### EXERCISE
Every line below that has the string "view" adds one to the count. Give that count by itself.
*** SUPPLIED DATA ***
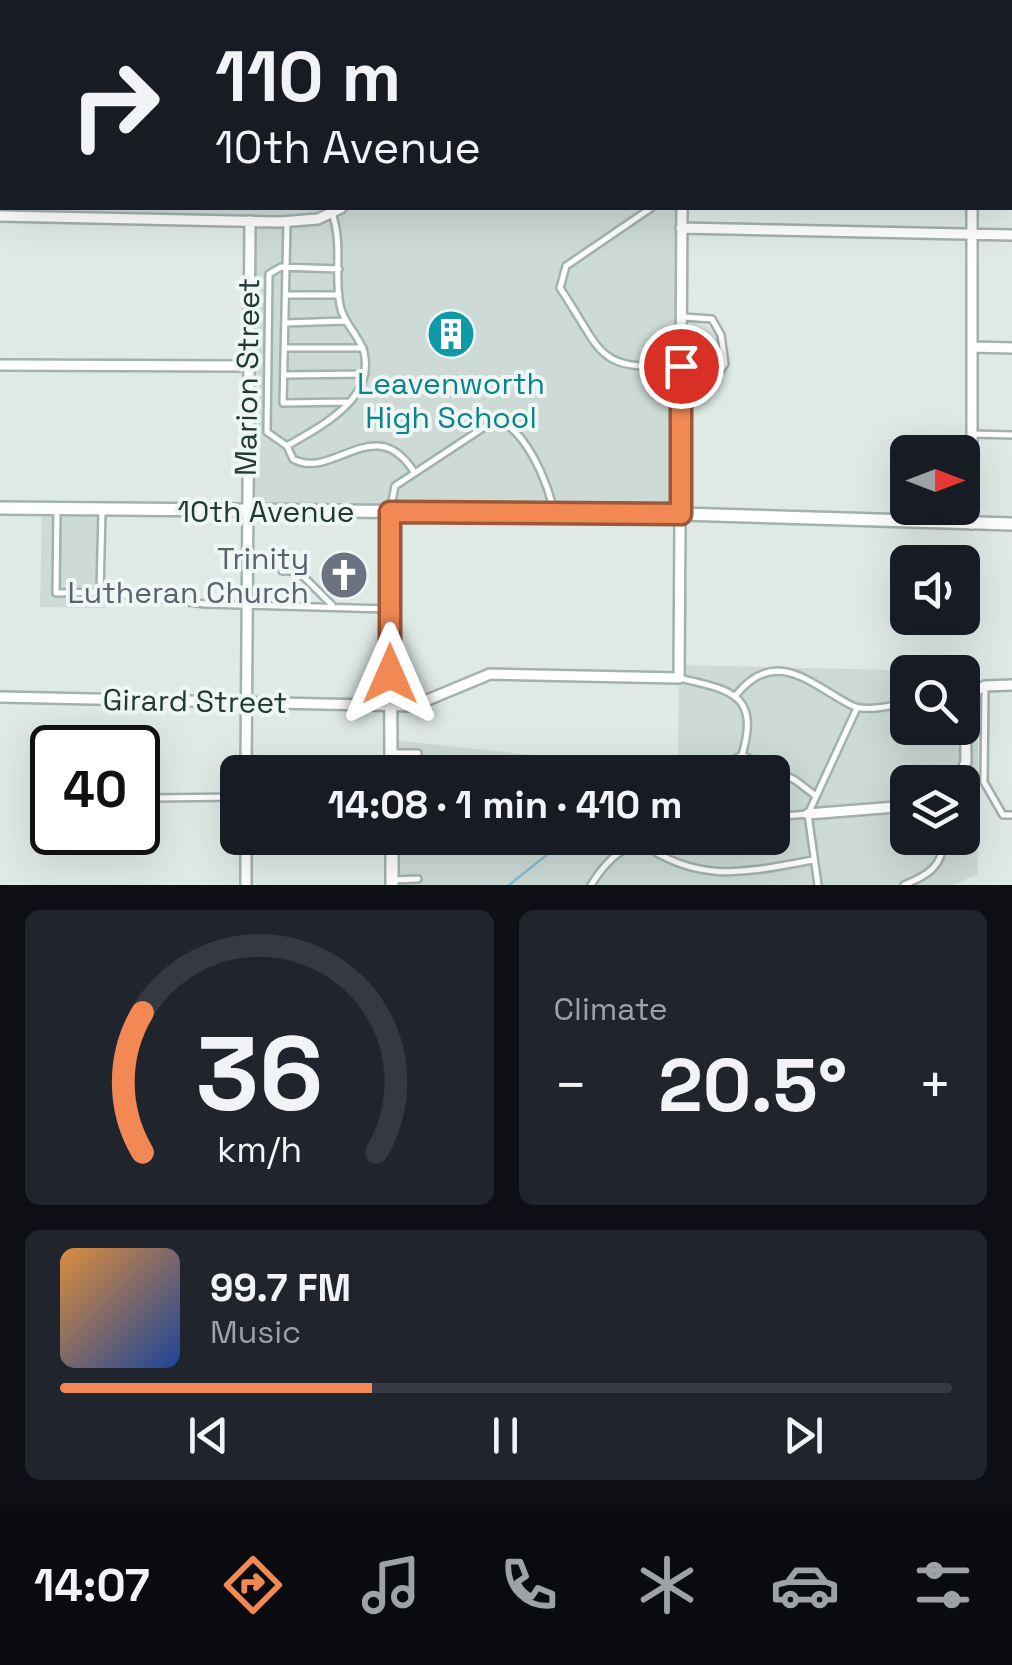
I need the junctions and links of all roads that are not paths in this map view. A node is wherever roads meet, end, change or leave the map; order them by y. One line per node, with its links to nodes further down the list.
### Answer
*** End of SUPPLIED DATA ***
*** SUPPLIED DATA ***
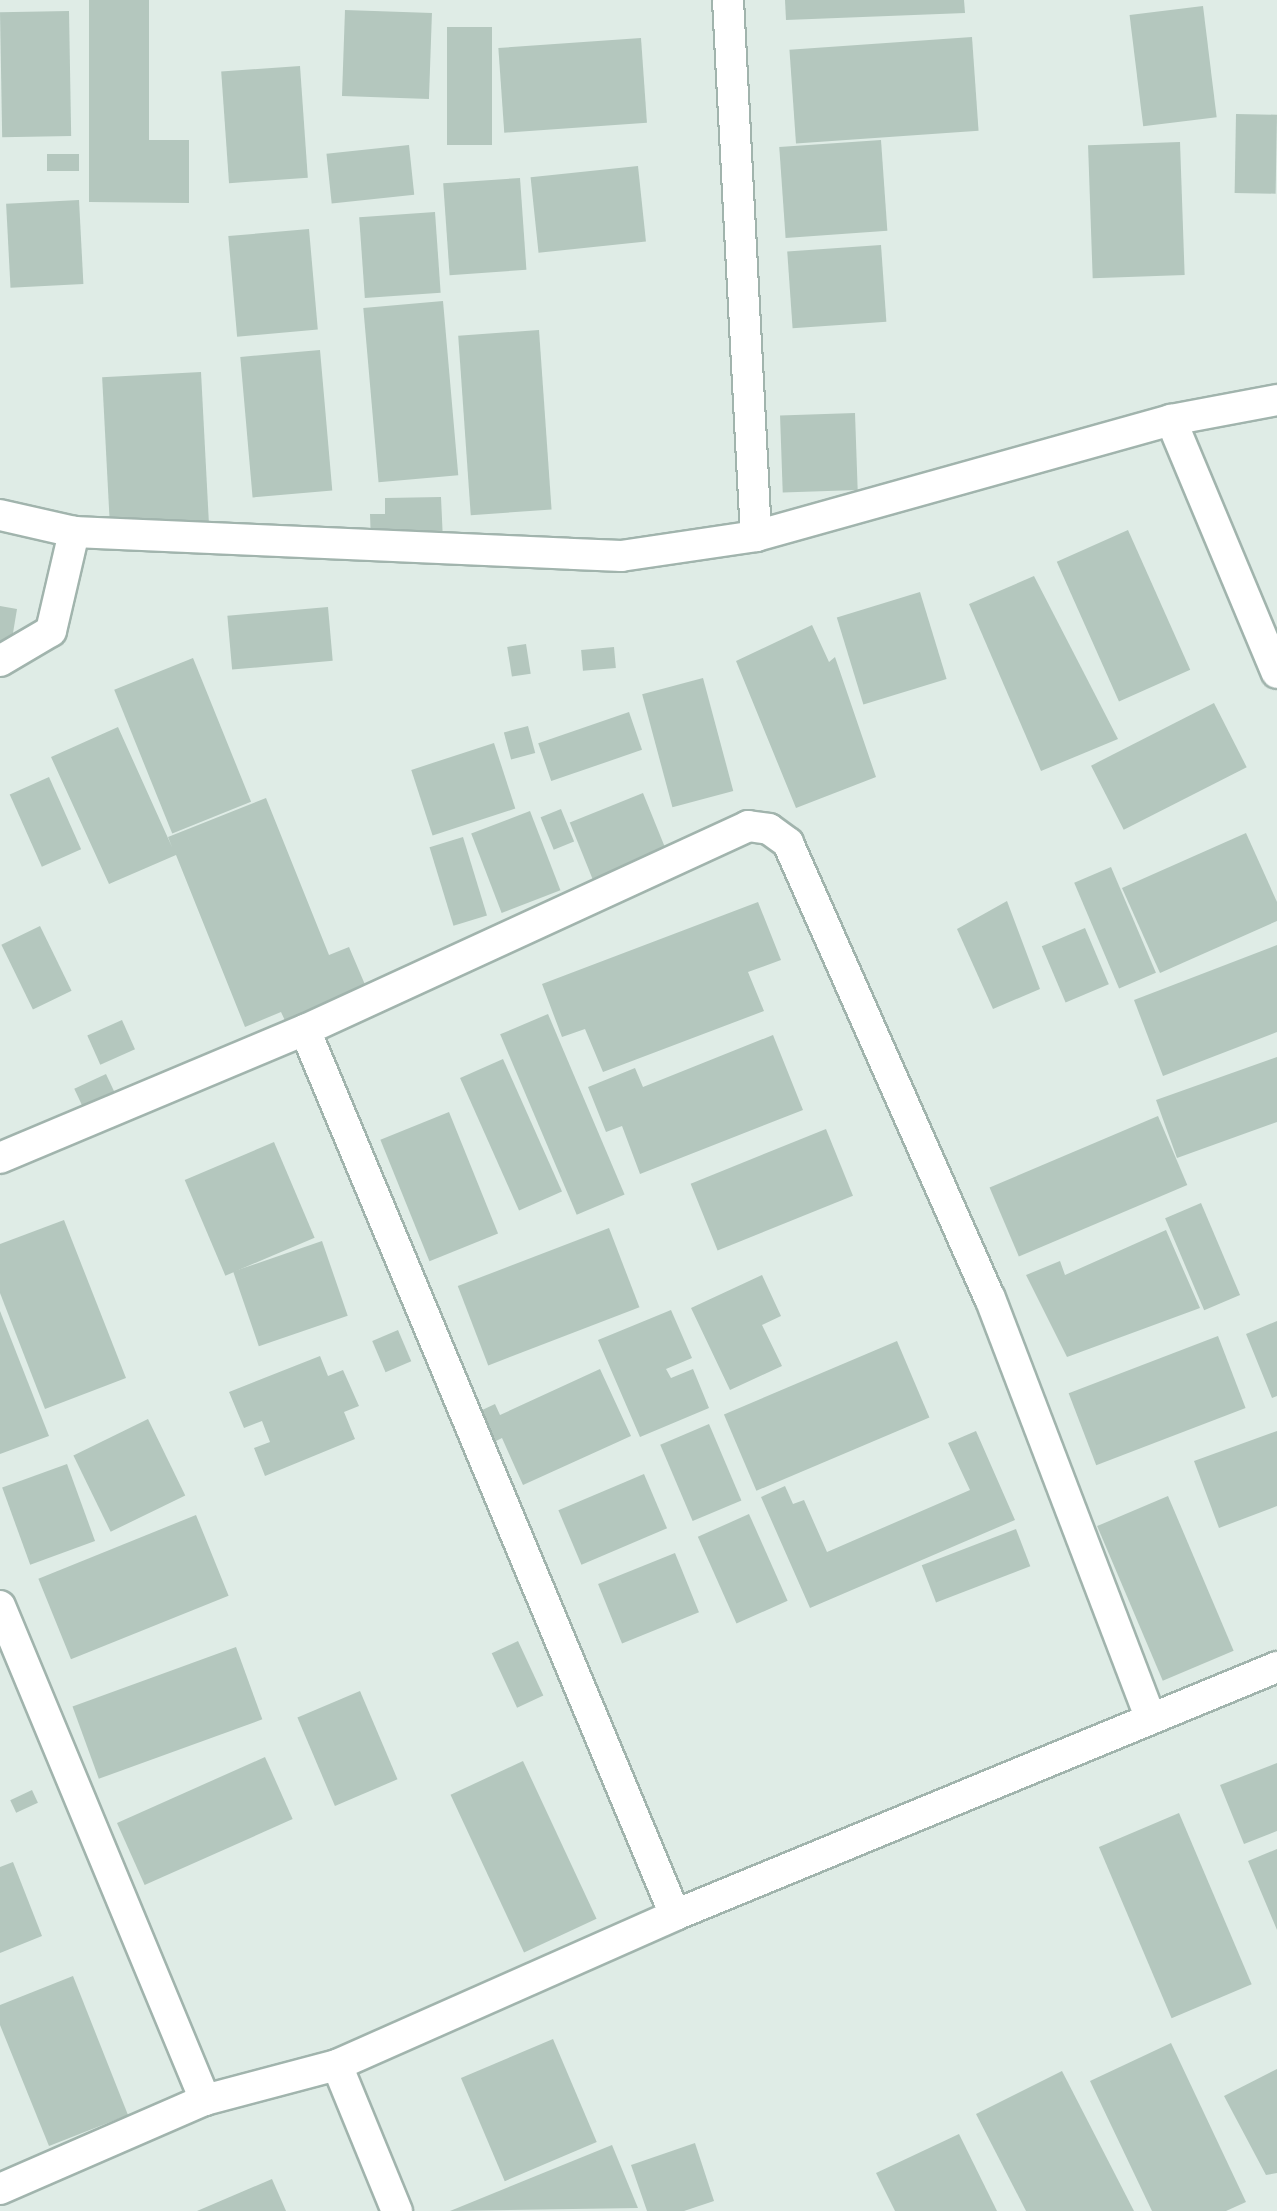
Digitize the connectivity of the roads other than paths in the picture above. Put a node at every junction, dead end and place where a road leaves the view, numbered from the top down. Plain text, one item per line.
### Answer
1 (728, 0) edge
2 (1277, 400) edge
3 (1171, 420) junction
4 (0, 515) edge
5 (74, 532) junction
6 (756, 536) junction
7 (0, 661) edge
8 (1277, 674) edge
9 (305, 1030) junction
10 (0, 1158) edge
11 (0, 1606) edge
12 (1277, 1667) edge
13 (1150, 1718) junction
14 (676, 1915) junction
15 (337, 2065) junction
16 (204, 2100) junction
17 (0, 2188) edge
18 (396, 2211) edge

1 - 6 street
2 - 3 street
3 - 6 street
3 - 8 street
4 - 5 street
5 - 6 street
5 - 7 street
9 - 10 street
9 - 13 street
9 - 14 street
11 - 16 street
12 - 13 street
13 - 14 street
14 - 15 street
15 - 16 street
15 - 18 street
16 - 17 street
*** End of SUPPLIED DATA ***
*** SUPPLIED DATA ***
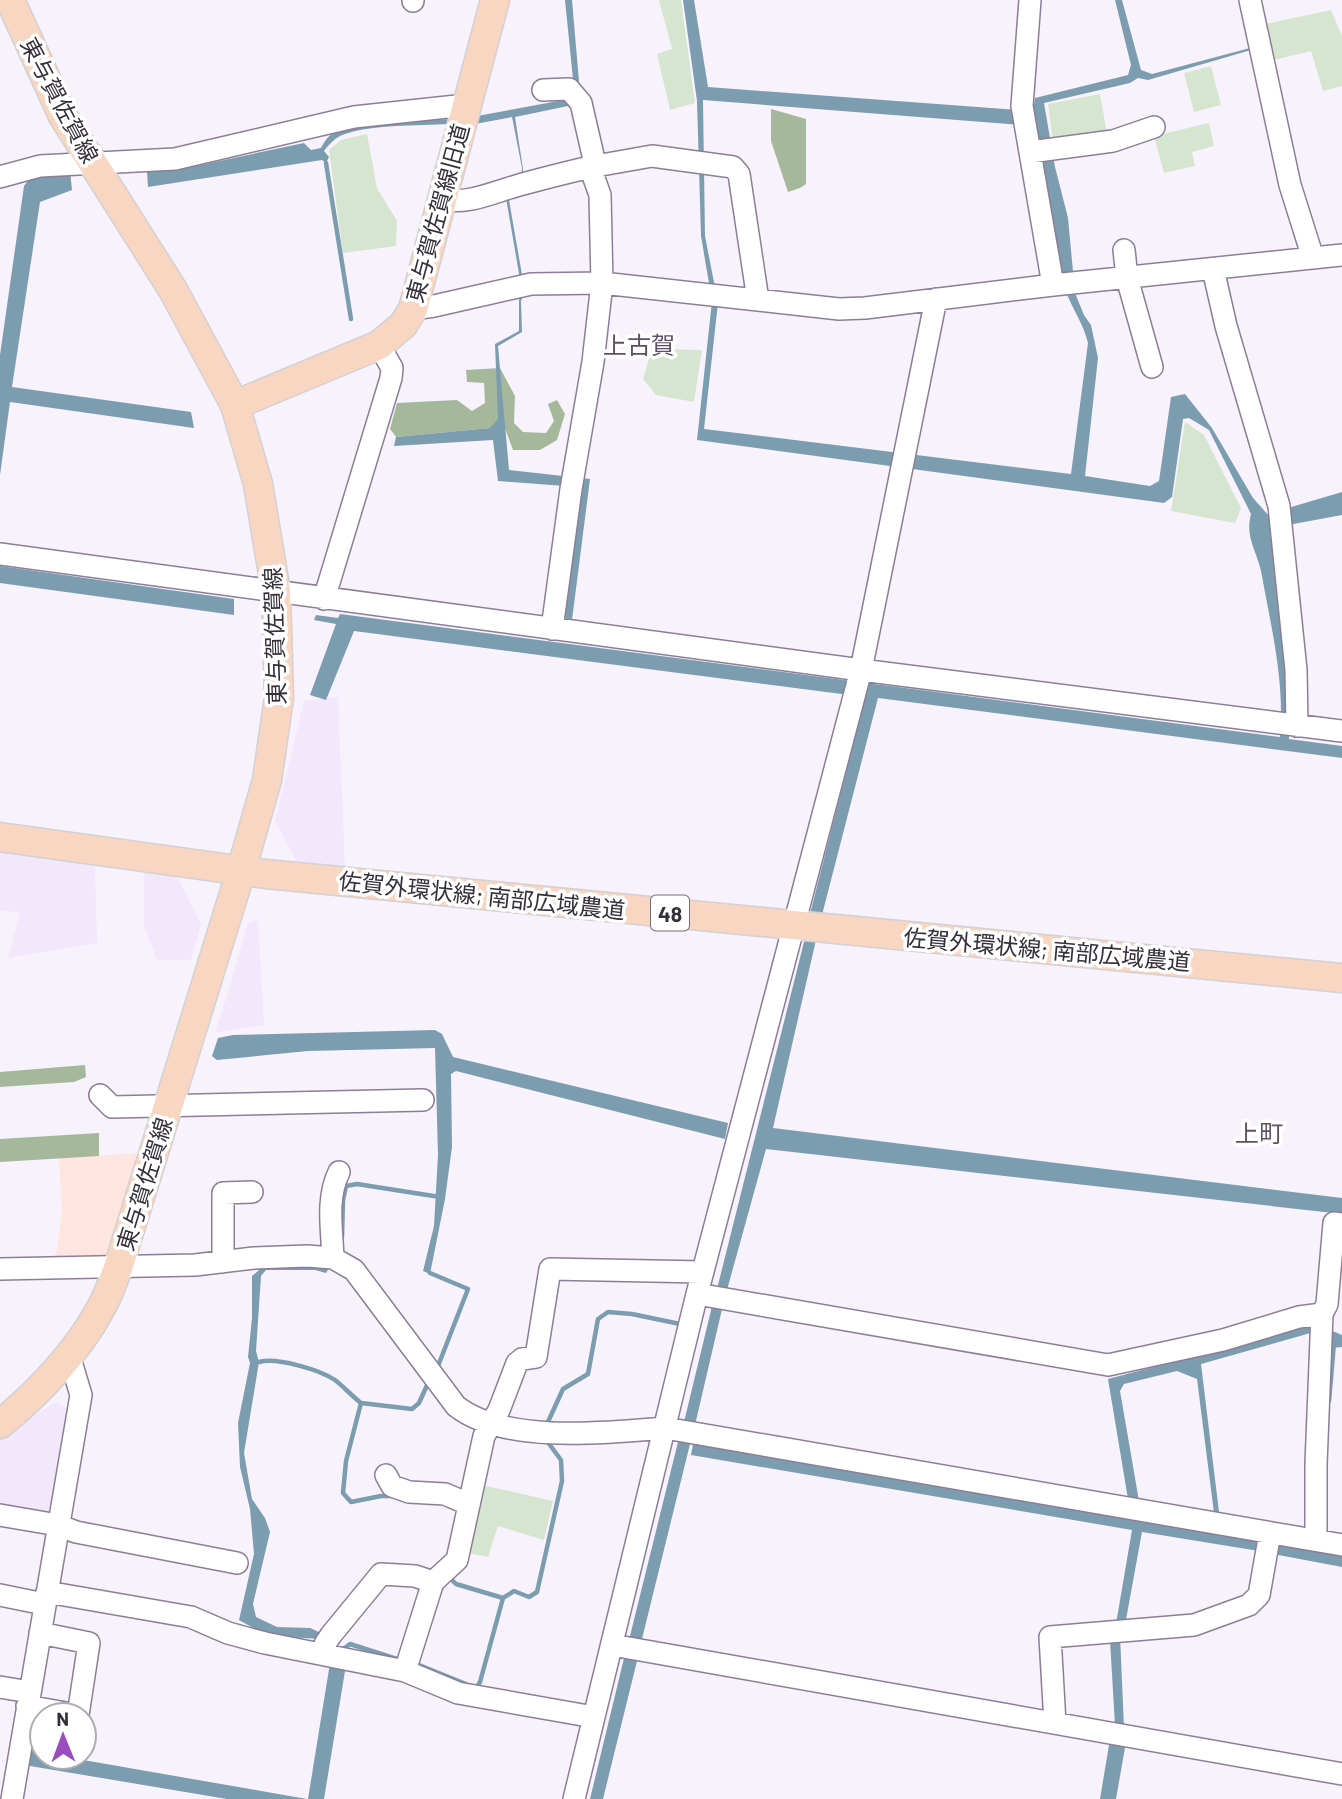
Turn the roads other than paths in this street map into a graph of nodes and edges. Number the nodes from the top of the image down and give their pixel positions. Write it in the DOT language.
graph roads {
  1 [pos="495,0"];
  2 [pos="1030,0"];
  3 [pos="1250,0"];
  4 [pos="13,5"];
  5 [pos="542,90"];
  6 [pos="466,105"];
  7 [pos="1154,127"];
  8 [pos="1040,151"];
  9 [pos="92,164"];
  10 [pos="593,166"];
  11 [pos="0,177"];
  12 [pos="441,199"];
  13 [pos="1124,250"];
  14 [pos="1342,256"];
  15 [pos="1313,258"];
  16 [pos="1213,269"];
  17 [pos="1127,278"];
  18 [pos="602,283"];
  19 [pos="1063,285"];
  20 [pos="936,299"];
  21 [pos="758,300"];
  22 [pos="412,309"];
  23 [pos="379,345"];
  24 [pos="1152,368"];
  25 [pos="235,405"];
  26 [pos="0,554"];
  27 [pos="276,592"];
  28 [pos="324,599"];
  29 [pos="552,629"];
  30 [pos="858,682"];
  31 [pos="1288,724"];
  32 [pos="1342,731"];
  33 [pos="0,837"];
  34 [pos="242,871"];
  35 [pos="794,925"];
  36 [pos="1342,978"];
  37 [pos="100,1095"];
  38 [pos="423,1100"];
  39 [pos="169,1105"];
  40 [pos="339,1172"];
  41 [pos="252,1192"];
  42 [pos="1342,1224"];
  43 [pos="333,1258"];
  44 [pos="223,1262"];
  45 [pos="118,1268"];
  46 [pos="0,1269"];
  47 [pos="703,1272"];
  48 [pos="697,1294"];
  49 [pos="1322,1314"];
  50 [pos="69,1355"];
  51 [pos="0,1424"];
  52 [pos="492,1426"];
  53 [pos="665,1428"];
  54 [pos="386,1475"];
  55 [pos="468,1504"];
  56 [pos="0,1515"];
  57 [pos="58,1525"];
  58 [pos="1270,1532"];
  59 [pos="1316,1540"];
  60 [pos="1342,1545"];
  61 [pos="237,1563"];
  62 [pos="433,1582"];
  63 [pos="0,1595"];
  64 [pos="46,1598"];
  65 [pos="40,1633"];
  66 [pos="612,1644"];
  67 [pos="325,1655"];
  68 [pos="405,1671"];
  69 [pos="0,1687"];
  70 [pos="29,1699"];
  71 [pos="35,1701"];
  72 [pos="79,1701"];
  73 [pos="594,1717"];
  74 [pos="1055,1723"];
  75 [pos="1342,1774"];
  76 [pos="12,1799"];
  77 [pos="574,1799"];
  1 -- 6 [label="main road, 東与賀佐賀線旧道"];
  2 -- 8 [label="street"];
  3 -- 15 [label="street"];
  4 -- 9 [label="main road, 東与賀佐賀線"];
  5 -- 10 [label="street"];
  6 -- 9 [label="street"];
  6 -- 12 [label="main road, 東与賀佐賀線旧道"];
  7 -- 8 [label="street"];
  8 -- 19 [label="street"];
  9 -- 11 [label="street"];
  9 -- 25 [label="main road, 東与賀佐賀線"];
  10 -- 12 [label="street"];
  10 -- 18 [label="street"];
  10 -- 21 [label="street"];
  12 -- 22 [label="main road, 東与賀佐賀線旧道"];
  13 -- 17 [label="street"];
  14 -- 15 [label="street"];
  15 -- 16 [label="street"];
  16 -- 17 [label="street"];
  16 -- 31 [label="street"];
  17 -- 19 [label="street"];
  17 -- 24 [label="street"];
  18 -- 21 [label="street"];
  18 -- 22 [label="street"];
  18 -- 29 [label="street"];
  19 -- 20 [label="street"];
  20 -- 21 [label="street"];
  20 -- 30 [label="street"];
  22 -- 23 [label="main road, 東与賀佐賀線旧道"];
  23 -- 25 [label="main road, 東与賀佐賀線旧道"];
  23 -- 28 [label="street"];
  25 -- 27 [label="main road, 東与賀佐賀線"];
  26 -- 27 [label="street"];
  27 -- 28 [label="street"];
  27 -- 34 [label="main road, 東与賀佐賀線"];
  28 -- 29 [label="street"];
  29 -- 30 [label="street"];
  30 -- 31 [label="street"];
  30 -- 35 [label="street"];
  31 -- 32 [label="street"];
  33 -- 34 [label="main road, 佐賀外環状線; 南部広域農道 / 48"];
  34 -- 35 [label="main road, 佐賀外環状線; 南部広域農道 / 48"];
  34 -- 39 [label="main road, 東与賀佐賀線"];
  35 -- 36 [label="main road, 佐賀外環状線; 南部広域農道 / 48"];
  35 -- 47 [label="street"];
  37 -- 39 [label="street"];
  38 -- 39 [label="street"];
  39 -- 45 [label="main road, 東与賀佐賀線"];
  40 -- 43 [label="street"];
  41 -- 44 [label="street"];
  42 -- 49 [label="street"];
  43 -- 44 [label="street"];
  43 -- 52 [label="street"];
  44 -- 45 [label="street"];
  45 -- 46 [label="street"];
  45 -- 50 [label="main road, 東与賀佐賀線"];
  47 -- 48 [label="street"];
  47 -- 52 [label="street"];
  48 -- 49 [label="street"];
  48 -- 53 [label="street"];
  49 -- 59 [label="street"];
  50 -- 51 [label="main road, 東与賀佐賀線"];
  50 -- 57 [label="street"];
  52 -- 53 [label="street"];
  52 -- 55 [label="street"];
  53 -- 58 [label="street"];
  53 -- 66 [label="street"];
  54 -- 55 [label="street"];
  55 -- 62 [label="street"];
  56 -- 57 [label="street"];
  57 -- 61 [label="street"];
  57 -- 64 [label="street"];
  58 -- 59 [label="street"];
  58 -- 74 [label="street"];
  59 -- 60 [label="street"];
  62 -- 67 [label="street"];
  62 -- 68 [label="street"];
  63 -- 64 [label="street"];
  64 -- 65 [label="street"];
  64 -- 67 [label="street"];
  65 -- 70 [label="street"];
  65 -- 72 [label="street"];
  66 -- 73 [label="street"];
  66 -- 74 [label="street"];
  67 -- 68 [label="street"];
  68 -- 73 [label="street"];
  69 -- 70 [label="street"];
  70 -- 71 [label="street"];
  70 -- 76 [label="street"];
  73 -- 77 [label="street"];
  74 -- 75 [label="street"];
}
*** End of SUPPLIED DATA ***
### RESPONSE FOR THIS EXERCISE
2